Retype the whole listing that follows so that it matches the original exactly.

+ + + +

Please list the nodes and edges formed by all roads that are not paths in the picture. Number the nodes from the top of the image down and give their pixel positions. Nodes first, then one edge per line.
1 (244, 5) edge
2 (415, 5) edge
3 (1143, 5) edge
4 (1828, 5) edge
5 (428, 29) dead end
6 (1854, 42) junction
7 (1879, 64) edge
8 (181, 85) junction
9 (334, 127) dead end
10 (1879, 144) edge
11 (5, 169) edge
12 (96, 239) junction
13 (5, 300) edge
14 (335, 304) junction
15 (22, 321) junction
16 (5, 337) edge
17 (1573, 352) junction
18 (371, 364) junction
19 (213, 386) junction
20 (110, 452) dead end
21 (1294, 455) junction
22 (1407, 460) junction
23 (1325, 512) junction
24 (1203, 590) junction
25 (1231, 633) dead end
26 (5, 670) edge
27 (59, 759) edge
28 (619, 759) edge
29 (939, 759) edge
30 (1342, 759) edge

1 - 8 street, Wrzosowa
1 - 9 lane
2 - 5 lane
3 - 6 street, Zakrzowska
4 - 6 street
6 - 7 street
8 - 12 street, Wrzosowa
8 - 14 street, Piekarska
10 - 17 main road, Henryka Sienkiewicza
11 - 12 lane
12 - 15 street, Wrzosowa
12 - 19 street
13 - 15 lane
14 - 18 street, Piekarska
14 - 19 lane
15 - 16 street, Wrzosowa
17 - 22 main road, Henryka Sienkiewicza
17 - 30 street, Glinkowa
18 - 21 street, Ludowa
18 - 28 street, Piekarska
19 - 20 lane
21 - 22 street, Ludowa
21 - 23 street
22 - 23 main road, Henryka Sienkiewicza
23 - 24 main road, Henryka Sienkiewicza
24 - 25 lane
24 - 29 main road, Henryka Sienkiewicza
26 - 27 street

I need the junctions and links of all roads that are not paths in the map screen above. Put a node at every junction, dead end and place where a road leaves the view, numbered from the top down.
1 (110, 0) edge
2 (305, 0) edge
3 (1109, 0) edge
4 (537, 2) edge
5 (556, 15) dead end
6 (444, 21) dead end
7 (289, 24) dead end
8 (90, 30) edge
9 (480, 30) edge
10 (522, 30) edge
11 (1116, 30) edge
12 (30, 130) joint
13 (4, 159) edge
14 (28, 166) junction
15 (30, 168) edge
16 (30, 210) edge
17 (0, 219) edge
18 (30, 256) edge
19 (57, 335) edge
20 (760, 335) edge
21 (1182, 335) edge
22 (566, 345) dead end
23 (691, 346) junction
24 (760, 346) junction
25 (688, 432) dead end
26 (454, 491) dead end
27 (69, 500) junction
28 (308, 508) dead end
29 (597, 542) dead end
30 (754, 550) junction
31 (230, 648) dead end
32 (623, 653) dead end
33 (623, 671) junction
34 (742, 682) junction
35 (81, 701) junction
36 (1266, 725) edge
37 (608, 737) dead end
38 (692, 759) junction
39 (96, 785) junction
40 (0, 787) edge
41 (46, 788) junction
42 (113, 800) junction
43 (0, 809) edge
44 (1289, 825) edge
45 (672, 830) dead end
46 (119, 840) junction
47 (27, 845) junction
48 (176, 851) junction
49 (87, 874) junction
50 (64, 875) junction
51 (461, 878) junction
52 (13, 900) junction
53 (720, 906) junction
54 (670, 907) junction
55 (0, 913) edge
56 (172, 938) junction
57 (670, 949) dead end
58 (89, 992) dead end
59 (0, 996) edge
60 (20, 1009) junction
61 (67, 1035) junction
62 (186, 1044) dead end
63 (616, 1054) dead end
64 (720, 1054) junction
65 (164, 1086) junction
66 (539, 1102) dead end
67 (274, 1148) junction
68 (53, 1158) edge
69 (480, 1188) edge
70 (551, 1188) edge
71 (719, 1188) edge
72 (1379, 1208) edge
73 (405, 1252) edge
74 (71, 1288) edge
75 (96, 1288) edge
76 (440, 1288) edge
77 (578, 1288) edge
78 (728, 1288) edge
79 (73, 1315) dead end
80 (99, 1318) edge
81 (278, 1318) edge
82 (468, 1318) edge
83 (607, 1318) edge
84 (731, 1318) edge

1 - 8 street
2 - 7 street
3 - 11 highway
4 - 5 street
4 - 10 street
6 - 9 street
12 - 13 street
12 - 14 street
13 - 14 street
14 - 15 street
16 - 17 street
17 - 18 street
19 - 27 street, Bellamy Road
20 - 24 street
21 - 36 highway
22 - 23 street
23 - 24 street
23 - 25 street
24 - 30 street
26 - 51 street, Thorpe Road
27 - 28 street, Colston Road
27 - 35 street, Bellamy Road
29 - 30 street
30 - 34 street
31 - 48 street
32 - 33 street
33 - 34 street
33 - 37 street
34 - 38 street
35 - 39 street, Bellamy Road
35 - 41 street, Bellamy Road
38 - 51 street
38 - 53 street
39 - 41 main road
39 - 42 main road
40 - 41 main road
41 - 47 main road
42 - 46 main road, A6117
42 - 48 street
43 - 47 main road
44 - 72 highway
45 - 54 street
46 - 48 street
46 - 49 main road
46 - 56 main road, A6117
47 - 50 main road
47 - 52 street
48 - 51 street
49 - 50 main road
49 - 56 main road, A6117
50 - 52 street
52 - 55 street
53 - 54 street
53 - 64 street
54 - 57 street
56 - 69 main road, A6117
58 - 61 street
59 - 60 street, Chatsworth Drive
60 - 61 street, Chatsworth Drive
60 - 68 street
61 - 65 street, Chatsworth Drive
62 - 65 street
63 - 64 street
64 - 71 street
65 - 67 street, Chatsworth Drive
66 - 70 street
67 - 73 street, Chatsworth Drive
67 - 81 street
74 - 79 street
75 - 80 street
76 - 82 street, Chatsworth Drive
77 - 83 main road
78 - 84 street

+ + + +

__ANSWER BOX__.
Please list the nodes and edges formed by all roads that are not paths in the picture. Number the nodes from the top of the image down and give their pixel positions. Nodes first, then one edge per line.
1 (244, 5) edge
2 (415, 5) edge
3 (1143, 5) edge
4 (1828, 5) edge
5 (428, 29) dead end
6 (1854, 42) junction
7 (1879, 64) edge
8 (181, 85) junction
9 (334, 127) dead end
10 (1879, 144) edge
11 (5, 169) edge
12 (96, 239) junction
13 (5, 300) edge
14 (335, 304) junction
15 (22, 321) junction
16 (5, 337) edge
17 (1573, 352) junction
18 (371, 364) junction
19 (213, 386) junction
20 (110, 452) dead end
21 (1294, 455) junction
22 (1407, 460) junction
23 (1325, 512) junction
24 (1203, 590) junction
25 (1231, 633) dead end
26 (5, 670) edge
27 (59, 759) edge
28 (619, 759) edge
29 (939, 759) edge
30 (1342, 759) edge

1 - 8 street, Wrzosowa
1 - 9 lane
2 - 5 lane
3 - 6 street, Zakrzowska
4 - 6 street
6 - 7 street
8 - 12 street, Wrzosowa
8 - 14 street, Piekarska
10 - 17 main road, Henryka Sienkiewicza
11 - 12 lane
12 - 15 street, Wrzosowa
12 - 19 street
13 - 15 lane
14 - 18 street, Piekarska
14 - 19 lane
15 - 16 street, Wrzosowa
17 - 22 main road, Henryka Sienkiewicza
17 - 30 street, Glinkowa
18 - 21 street, Ludowa
18 - 28 street, Piekarska
19 - 20 lane
21 - 22 street, Ludowa
21 - 23 street
22 - 23 main road, Henryka Sienkiewicza
23 - 24 main road, Henryka Sienkiewicza
24 - 25 lane
24 - 29 main road, Henryka Sienkiewicza
26 - 27 street

I need the junctions and links of all roads that are not paths in the map screen above. Put a node at every junction, dead end and place where a road leaves the view, numbered from the top down.
1 (110, 0) edge
2 (305, 0) edge
3 (1109, 0) edge
4 (537, 2) edge
5 (556, 15) dead end
6 (444, 21) dead end
7 (289, 24) dead end
8 (90, 30) edge
9 (480, 30) edge
10 (522, 30) edge
11 (1116, 30) edge
12 (30, 130) joint
13 (4, 159) edge
14 (28, 166) junction
15 (30, 168) edge
16 (30, 210) edge
17 (0, 219) edge
18 (30, 256) edge
19 (57, 335) edge
20 (760, 335) edge
21 (1182, 335) edge
22 (566, 345) dead end
23 (691, 346) junction
24 (760, 346) junction
25 (688, 432) dead end
26 (454, 491) dead end
27 (69, 500) junction
28 (308, 508) dead end
29 (597, 542) dead end
30 (754, 550) junction
31 (230, 648) dead end
32 (623, 653) dead end
33 (623, 671) junction
34 (742, 682) junction
35 (81, 701) junction
36 (1266, 725) edge
37 (608, 737) dead end
38 (692, 759) junction
39 (96, 785) junction
40 (0, 787) edge
41 (46, 788) junction
42 (113, 800) junction
43 (0, 809) edge
44 (1289, 825) edge
45 (672, 830) dead end
46 (119, 840) junction
47 (27, 845) junction
48 (176, 851) junction
49 (87, 874) junction
50 (64, 875) junction
51 (461, 878) junction
52 (13, 900) junction
53 (720, 906) junction
54 (670, 907) junction
55 (0, 913) edge
56 (172, 938) junction
57 (670, 949) dead end
58 (89, 992) dead end
59 (0, 996) edge
60 (20, 1009) junction
61 (67, 1035) junction
62 (186, 1044) dead end
63 (616, 1054) dead end
64 (720, 1054) junction
65 (164, 1086) junction
66 (539, 1102) dead end
67 (274, 1148) junction
68 (53, 1158) edge
69 (480, 1188) edge
70 (551, 1188) edge
71 (719, 1188) edge
72 (1379, 1208) edge
73 (405, 1252) edge
74 (71, 1288) edge
75 (96, 1288) edge
76 (440, 1288) edge
77 (578, 1288) edge
78 (728, 1288) edge
79 (73, 1315) dead end
80 (99, 1318) edge
81 (278, 1318) edge
82 (468, 1318) edge
83 (607, 1318) edge
84 (731, 1318) edge

1 - 8 street
2 - 7 street
3 - 11 highway
4 - 5 street
4 - 10 street
6 - 9 street
12 - 13 street
12 - 14 street
13 - 14 street
14 - 15 street
16 - 17 street
17 - 18 street
19 - 27 street, Bellamy Road
20 - 24 street
21 - 36 highway
22 - 23 street
23 - 24 street
23 - 25 street
24 - 30 street
26 - 51 street, Thorpe Road
27 - 28 street, Colston Road
27 - 35 street, Bellamy Road
29 - 30 street
30 - 34 street
31 - 48 street
32 - 33 street
33 - 34 street
33 - 37 street
34 - 38 street
35 - 39 street, Bellamy Road
35 - 41 street, Bellamy Road
38 - 51 street
38 - 53 street
39 - 41 main road
39 - 42 main road
40 - 41 main road
41 - 47 main road
42 - 46 main road, A6117
42 - 48 street
43 - 47 main road
44 - 72 highway
45 - 54 street
46 - 48 street
46 - 49 main road
46 - 56 main road, A6117
47 - 50 main road
47 - 52 street
48 - 51 street
49 - 50 main road
49 - 56 main road, A6117
50 - 52 street
52 - 55 street
53 - 54 street
53 - 64 street
54 - 57 street
56 - 69 main road, A6117
58 - 61 street
59 - 60 street, Chatsworth Drive
60 - 61 street, Chatsworth Drive
60 - 68 street
61 - 65 street, Chatsworth Drive
62 - 65 street
63 - 64 street
64 - 71 street
65 - 67 street, Chatsworth Drive
66 - 70 street
67 - 73 street, Chatsworth Drive
67 - 81 street
74 - 79 street
75 - 80 street
76 - 82 street, Chatsworth Drive
77 - 83 main road
78 - 84 street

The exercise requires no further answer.